Gruber’s last two posts are right on the money. First is his PR-speak to English translation of Quark’s press release about QuarkXPress 6. Of note:
We are plowing full steam ahead under the delusion that our users want to use a print-oriented page-layout program for web design. By placing extra emphasis on these unwanted web features, we hope to distract your attention from a certain upstart page layout application, which is focused squarely and solely on page layout.
He really lays in to John C. Dvorak, though, on Dvorak’s latest rants regarding Apple and Intel.
This point cannot be emphasized strongly enough. Apple is a computer hardware company. Selling hardware is how Apple generates most of its revenue. Their operating system software may well be the best aspect of their computers, but that does not make them a software company. Anyone who claims that Apple could simply switch to being a software company and make up for lost hardware revenue by selling additional software doesn’t understand how the company operates.
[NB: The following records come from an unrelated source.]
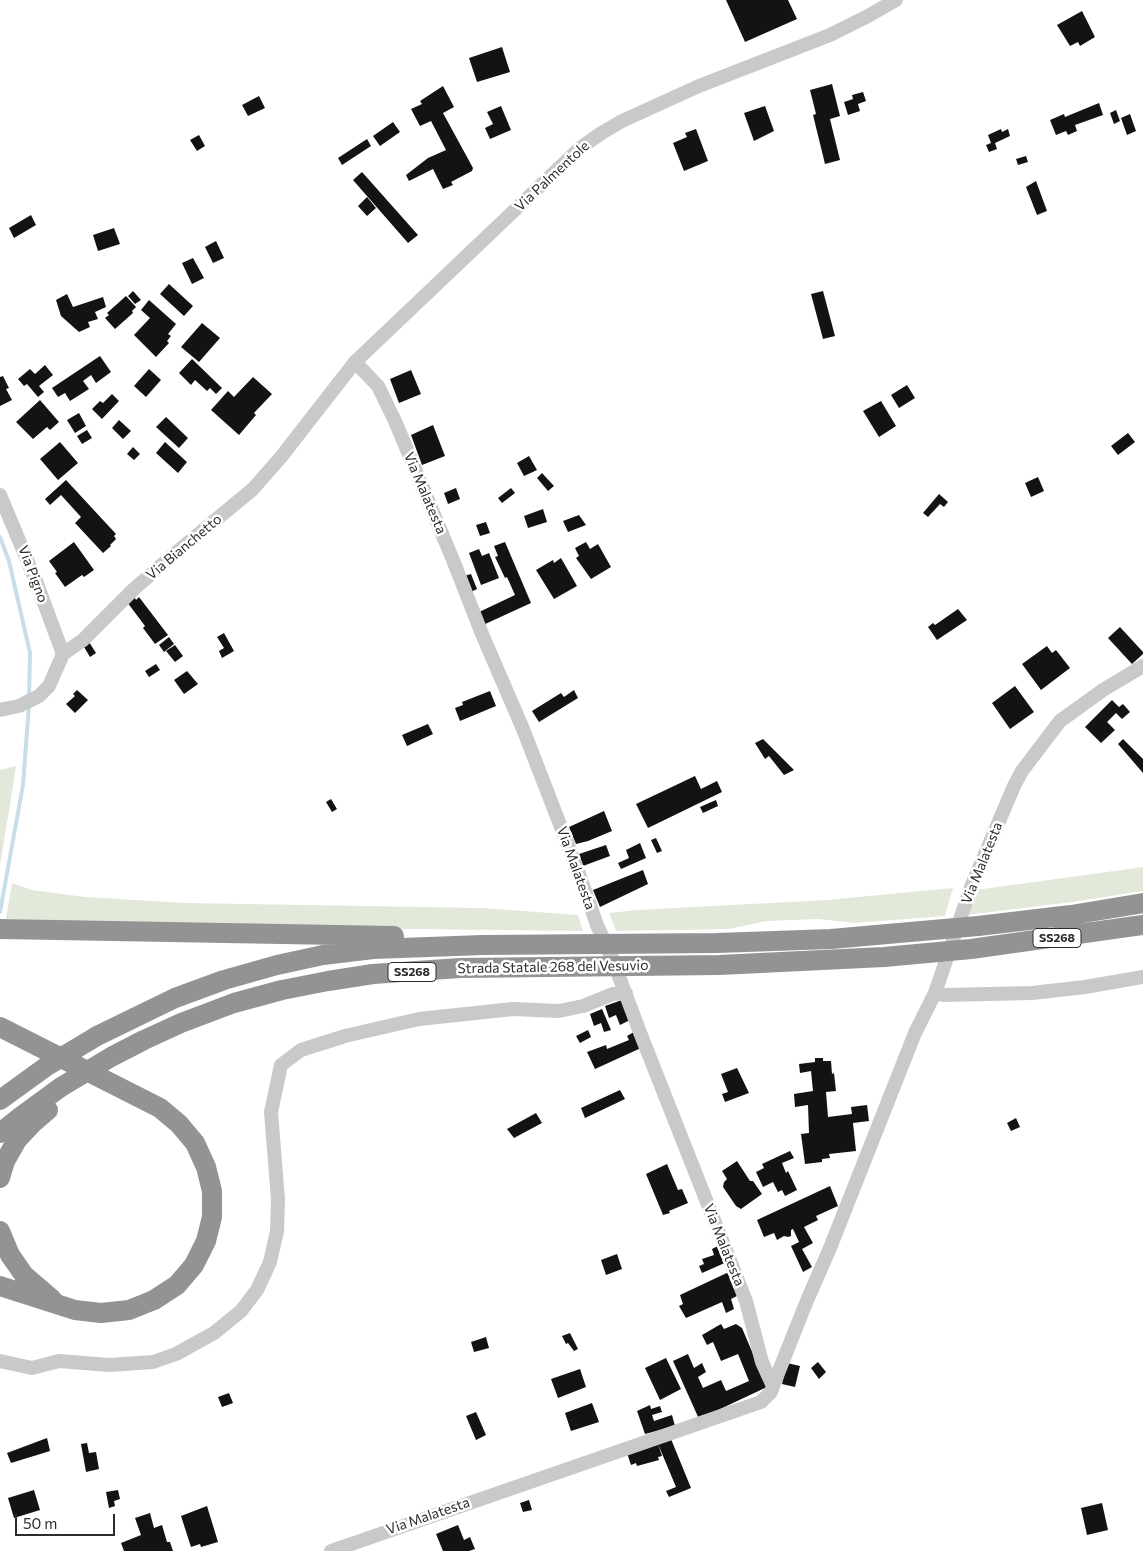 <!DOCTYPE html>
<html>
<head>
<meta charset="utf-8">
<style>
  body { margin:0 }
  #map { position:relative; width:1143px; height:1551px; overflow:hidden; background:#fff; font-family:Commissioner,sans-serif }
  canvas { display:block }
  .scale { position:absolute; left:15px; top:1514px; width:100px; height:22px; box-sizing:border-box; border:2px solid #2c2c2c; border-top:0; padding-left:6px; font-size:15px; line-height:18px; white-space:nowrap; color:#2c2c2c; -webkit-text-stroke:4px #fff; paint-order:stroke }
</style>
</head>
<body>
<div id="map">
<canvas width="1143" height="1551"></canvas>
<div class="scale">50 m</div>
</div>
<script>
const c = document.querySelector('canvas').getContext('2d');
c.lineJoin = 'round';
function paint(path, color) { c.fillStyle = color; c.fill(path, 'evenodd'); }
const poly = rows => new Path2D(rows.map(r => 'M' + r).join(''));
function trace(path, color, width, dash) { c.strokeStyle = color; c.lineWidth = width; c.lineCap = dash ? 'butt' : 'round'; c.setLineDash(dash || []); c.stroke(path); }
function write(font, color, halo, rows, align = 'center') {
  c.font = font + ' Commissioner,sans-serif'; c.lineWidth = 5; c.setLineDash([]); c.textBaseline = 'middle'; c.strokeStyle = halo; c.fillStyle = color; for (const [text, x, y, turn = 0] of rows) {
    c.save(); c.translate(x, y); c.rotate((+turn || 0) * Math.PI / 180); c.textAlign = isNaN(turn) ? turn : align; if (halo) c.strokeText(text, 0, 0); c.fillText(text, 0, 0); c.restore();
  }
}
const green = poly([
  [16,766,10,805,0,865,0,770],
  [1143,867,1143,891,1072,902,966,915,976,890],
  [12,883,32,890,85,897,187,903,482,908,578,915,583,931,331,928,6,919],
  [953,888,945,916,855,923,818,919,767,921,728,929,616,931,609,913,637,910,827,900]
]);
const stream = poly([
  [0,537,9,561,30,653,29,698],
  [0,912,23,785,29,705]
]);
const building = poly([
  [726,0,788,0,797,19,745,42],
  [1082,11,1095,37,1080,46,1078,42,1070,46,1057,25],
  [502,47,510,72,477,82,469,58],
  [832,84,840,116,830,119,840,160,825,164,813,115,816,114,810,90],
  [443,86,454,107,443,113,473,168,472,171,451,182,453,185,443,189,433,169,409,181,406,175,428,158,446,150,431,121,420,126,411,109,422,104,420,101],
  [863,92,866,101,858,104,860,111,848,115,844,102,853,99,852,95],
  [259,96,265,108,248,116,242,105],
  [1099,103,1103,115,1075,125,1077,131,1068,135,1066,131,1056,135,1050,120,1064,114,1065,117],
  [501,106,511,130,490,139,485,128,493,124,487,112],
  [765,106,774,131,754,141,744,113],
  [1116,110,1120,121,1114,124,1110,113],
  [1130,114,1136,131,1127,135,1121,118],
  [393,122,400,132,380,146,373,136],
  [696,129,708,161,684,171,673,143,687,137,685,133],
  [1001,129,1002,132,1008,129,1010,136,995,143,997,149,989,152,986,145,991,143,988,135],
  [199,135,205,146,197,151,190,140],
  [367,139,371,146,342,165,338,158],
  [1026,156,1028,162,1018,165,1016,159],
  [362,172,418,235,408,243,353,180],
  [1036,181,1047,211,1037,215,1026,187],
  [367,197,376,208,367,216,358,206],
  [31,215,36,225,14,238,9,228],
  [114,228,120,244,98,251,93,235],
  [216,241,224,258,213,263,205,247],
  [193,258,204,278,192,284,182,263],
  [169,284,193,306,184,316,160,294],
  [133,291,141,300,135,304,128,296],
  [823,291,835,336,823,339,811,294],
  [67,294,73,307,103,297,106,307,95,312,98,319,88,322,90,327,79,332,61,316,56,300],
  [126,296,136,307,132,311,133,313,115,329,105,318,109,315,107,313],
  [149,300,176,324,168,334,171,336,167,341,169,343,156,357,134,335,150,318,141,310],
  [202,323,220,338,199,362,181,347],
  [100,356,111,372,96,383,91,375,83,381,89,389,70,401,65,393,58,397,52,388],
  [192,359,222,388,216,394,210,388,207,391,195,380,191,385,179,373],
  [45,365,53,375,39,386,44,392,38,397,27,384,24,386,18,379,30,369,35,374],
  [149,369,161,380,146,397,134,386],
  [411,370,421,394,399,403,390,379],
  [3,376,9,388,6,389,12,400,0,406,0,377],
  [253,377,272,394,254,413,256,415,239,435,211,410,228,391,234,397],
  [907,385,915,398,899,408,891,395],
  [112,394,119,401,102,419,92,409,100,401,103,403],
  [40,400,59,422,50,430,47,427,33,439,16,422],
  [881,401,896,426,879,437,863,411],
  [79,413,86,426,75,433,67,420],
  [166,417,188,438,179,448,156,427],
  [119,420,131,431,123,439,112,428],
  [433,425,445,456,422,465,411,435],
  [87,430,92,438,82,444,77,436],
  [1128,433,1135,442,1118,455,1111,446],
  [60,442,78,463,58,480,40,459],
  [165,442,187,462,178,473,156,453],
  [133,447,140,454,134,460,127,454],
  [529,456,537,470,524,476,517,463],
  [542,473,554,486,548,491,537,478],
  [1038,477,1044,491,1031,497,1025,483],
  [66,480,116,534,114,536,116,539,110,545,111,546,103,553,75,523,81,517,61,495,50,505,45,499],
  [456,488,460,499,448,504,444,493],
  [511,488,515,493,502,503,498,498],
  [939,494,948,502,944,507,940,504,928,517,923,513],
  [543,509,547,522,528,528,524,516],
  [579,515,586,525,568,532,563,521],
  [486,522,490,533,480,536,476,525],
  [74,542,94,570,84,577,82,575,65,587,55,573,57,572,49,561],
  [505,542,531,603,483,625,477,613,515,595,507,577,505,578,495,557,498,556,494,546],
  [586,542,590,549,598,544,611,567,591,579,576,558,579,556,575,548],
  [479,549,482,556,489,553,499,578,481,585,469,553],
  [561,558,577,586,554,599,536,570,553,560,554,563],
  [471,574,477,589,471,592,464,576],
  [134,596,136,600,139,597,168,635,155,644,143,628,145,626,127,602],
  [958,609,967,620,937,640,928,627,933,623,935,625],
  [1120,627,1143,652,1143,654,1132,664,1108,638],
  [224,633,234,651,222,658,219,651,224,648,217,637],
  [169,637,174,644,164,652,159,645],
  [89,642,96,653,90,657,84,647],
  [175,645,183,656,175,662,166,651],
  [1047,646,1052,653,1056,650,1070,668,1041,690,1022,664],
  [156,664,160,670,149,677,145,671],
  [187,671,198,684,184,694,174,680],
  [1015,686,1034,712,1010,729,992,703],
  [77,690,88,700,75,713,66,704,75,696,73,694],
  [574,690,578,698,539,722,532,711,561,693,564,697],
  [490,691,496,706,460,721,455,708,463,705,462,702],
  [1112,700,1119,707,1123,704,1130,712,1122,719,1116,713,1107,722,1115,730,1101,743,1085,727],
  [428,724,433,734,407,746,402,735],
  [763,739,794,770,784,775,769,756,765,759,755,743],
  [1123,739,1143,759,1143,773,1118,744],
  [695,776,701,789,717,781,722,792,648,828,636,804],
  [331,799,337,809,332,812,326,802],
  [716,800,718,806,703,813,700,807],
  [604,811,612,831,588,841,576,844,569,827],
  [656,838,662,851,657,853,651,840],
  [640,843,646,858,621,869,618,863,629,858,626,850],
  [606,845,610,856,583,866,579,854],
  [643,870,648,884,600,907,593,890],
  [622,1000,630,1020,620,1025,616,1015,609,1018,605,1006],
  [602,1009,611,1030,604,1032,601,1023,594,1026,590,1014],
  [588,1030,591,1037,580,1043,576,1036],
  [634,1032,641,1048,595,1069,587,1052,606,1045,607,1049,629,1040,627,1036],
  [815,1058,823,1058,823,1061,831,1061,832,1074,834,1073,836,1091,826,1092,828,1117,852,1114,851,1107,867,1105,869,1121,853,1123,856,1151,829,1154,830,1158,822,1159,822,1162,805,1164,801,1134,809,1133,808,1105,795,1107,794,1094,813,1091,811,1071,800,1073,799,1064,815,1062],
  [737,1068,749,1093,725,1102,722,1094,728,1092,721,1074],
  [620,1090,625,1099,585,1118,581,1108],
  [536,1113,542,1123,514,1138,507,1129],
  [1016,1118,1020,1127,1011,1131,1007,1123],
  [790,1151,794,1158,782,1163,786,1173,788,1171,797,1190,785,1196,782,1190,778,1192,773,1182,763,1187,756,1172,764,1168,762,1164],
  [737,1161,750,1181,753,1181,762,1194,741,1209,736,1206,723,1187,724,1182,727,1179,722,1171],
  [667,1164,678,1190,682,1189,688,1203,669,1211,670,1213,663,1215,646,1174],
  [830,1186,838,1206,816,1216,818,1220,804,1227,813,1243,802,1249,812,1267,803,1272,791,1246,799,1242,793,1229,791,1230,791,1236,788,1237,784,1236,777,1240,774,1233,764,1237,757,1220],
  [720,1245,727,1262,702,1273,699,1266,704,1264,702,1259,714,1255,712,1249],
  [617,1254,622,1269,606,1275,601,1260],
  [731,1271,739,1295,731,1299,734,1309,726,1313,722,1302,686,1318,679,1306,683,1304,680,1295],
  [721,1324,724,1329,736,1324,742,1328,767,1387,699,1419,673,1361,688,1354,694,1368,702,1363,706,1372,698,1377,703,1388,721,1380,726,1391,749,1381,738,1354,721,1361,713,1342,707,1345,702,1335],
  [570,1333,578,1349,574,1351,568,1343,566,1344,562,1336],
  [486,1337,489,1348,474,1352,471,1342],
  [666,1358,681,1389,660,1400,645,1368],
  [818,1362,826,1372,819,1379,811,1368],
  [787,1363,800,1366,795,1387,782,1384],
  [580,1369,586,1387,558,1398,551,1379],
  [229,1393,233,1403,222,1407,218,1397],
  [592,1403,599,1422,571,1431,565,1413],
  [650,1405,651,1409,660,1406,662,1412,652,1415,654,1421,672,1415,675,1426,645,1434,637,1411],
  [476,1412,486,1435,476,1440,466,1416],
  [47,1438,50,1451,11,1463,7,1453],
  [671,1439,691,1488,669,1497,666,1491,676,1487,658,1444,662,1456,658,1457,659,1460,637,1466,636,1463,631,1465,627,1453],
  [87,1443,89,1453,96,1452,99,1469,86,1472,81,1444],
  [34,1490,40,1510,14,1518,8,1498],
  [118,1490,120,1499,114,1501,115,1506,109,1508,106,1492],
  [529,1500,532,1510,523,1512,520,1503],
  [1102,1503,1108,1530,1087,1535,1081,1508],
  [207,1506,218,1542,201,1547,200,1544,191,1547,181,1516],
  [150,1513,154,1528,162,1525,167,1542,170,1542,173,1551,124,1551,121,1543,141,1535,135,1518],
  [458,1525,464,1540,470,1537,475,1549,469,1551,443,1551,436,1534]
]);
const minor = poly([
  [0,495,36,581,63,654],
  [0,710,19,706,39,696,49,686,63,654,83,640,135,588,172,556,253,489,281,457,355,362,580,148,600,134,622,121,699,86,830,35,868,16,896,0],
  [935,993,944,995,1032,993,1085,987,1143,977],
  [0,1361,32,1368,59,1361,109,1365,153,1362,176,1354,214,1333,241,1311,257,1290,270,1262,277,1231,278,1200,271,1112,281,1065,301,1050,345,1036,419,1019,513,1009,559,1011,583,1006,613,994,626,993],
  [773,1386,806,1303,830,1248,915,1033,935,993,971,887,1014,786,1022,771,1060,721,1103,690,1143,666],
  [331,1551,761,1402,771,1392,773,1386,762,1362,746,1301,641,1035,612,958,597,925,578,871,523,729,482,634,453,560,395,421,378,386,355,362]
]);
const highway = poly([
  [0,929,394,936],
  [0,1027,160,1108,179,1124,195,1143,206,1167,212,1191,212,1217,206,1241,194,1265,177,1285,154,1300,129,1310,101,1313,75,1310,0,1286],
  [0,1100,47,1066,97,1036,175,998,224,980,277,965,323,955,373,949,483,945,717,943,831,939,978,926,1071,915,1143,903],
  [0,1133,20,1117,61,1087,111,1057,144,1040,181,1023,234,1003,282,990,328,981,373,974,460,968,719,965,884,957,971,949,1143,925],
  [0,1178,5,1161,17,1140,33,1123,48,1110],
  [0,1231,10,1255,24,1275,52,1299]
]);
const shields = [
  [1057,938,48],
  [412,972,48]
];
const shieldNames = [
  ["SS268",1057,938],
  ["SS268",412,972]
];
const streetNames = [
  ["Via Palmentole",552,176,-43],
  ["Via Malatesta",425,493,67],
  ["Via Bianchetto",184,547,-40],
  ["Via Pigno",33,574,69],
  ["Via Malatesta",982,863,-68],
  ["Via Malatesta",576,868,70],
  ["Strada Statale 268 del Vesuvio",553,967,-1],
  ["Via Malatesta",724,1245,68],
  ["Via Malatesta",428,1516,-19]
];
paint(green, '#e3e9da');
trace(stream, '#c7dde8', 4);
paint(building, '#131313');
trace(minor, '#c9c9c9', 14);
trace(highway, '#939393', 20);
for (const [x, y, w] of shields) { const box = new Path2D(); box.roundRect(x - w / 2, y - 9.5, w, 19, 4); c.fillStyle = '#fff'; c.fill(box); trace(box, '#2c2c2c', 1); }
write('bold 12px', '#2c2c2c', null, shieldNames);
write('14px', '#2c2c2c', '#fff', streetNames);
</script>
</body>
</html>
During the brief period of time when Apple licensed the Mac OS to other manufacturers, their revenue tanked. Too many people bought cheap clones from PowerComputing and Umax instead of higher-priced Macs from Apple, and the licensing revenue didn’t compensate for the lost hardware revenue. The situation may well have been good for Mac users, but it was terrible for Apple’s bottom line.
No matter how badly people clamor for it, Apple is never going to release a version of Mac OS X that runs on standard Wintel PC hardware. Whether it’s possible or not, it isn’t going to happen. A frequent comment regarding this rumor is something like “I’d love a version of Mac OS X that ran on my PC.” Sure you would, you cheap bastard. Apple’s Switch campaign is an attempt to get PC users to buy thousands of dollars of Apple hardware, not hundreds of dollars of Apple software.
In addition, pay attention to the fact that Microsoft and Apple are indeed separate companies with separate goals, and thus should not be lumped in to the same industry “group” that analysts and reporters always lump the two in to.
Thanks to Mark for the pointer to this photo gallery of USA Today photography Jack Gruber, who is using his PowerBook G4 12″ to send pictures to the main office.
I still want one!
Wired reports on John Fraser’s attempt to build a new pizza-box, or “headless” Mac, using replacement parts for older systems.
Good luck getting past Apple Legal, John.
The April issue of About This Particular Macintosh has been released. Check out Eric’s review of NetNewsWire, Lee & Darryl’s review of Studio MX, and Bob’s continuing saga on using your Mac to record your vinyl albums to CD.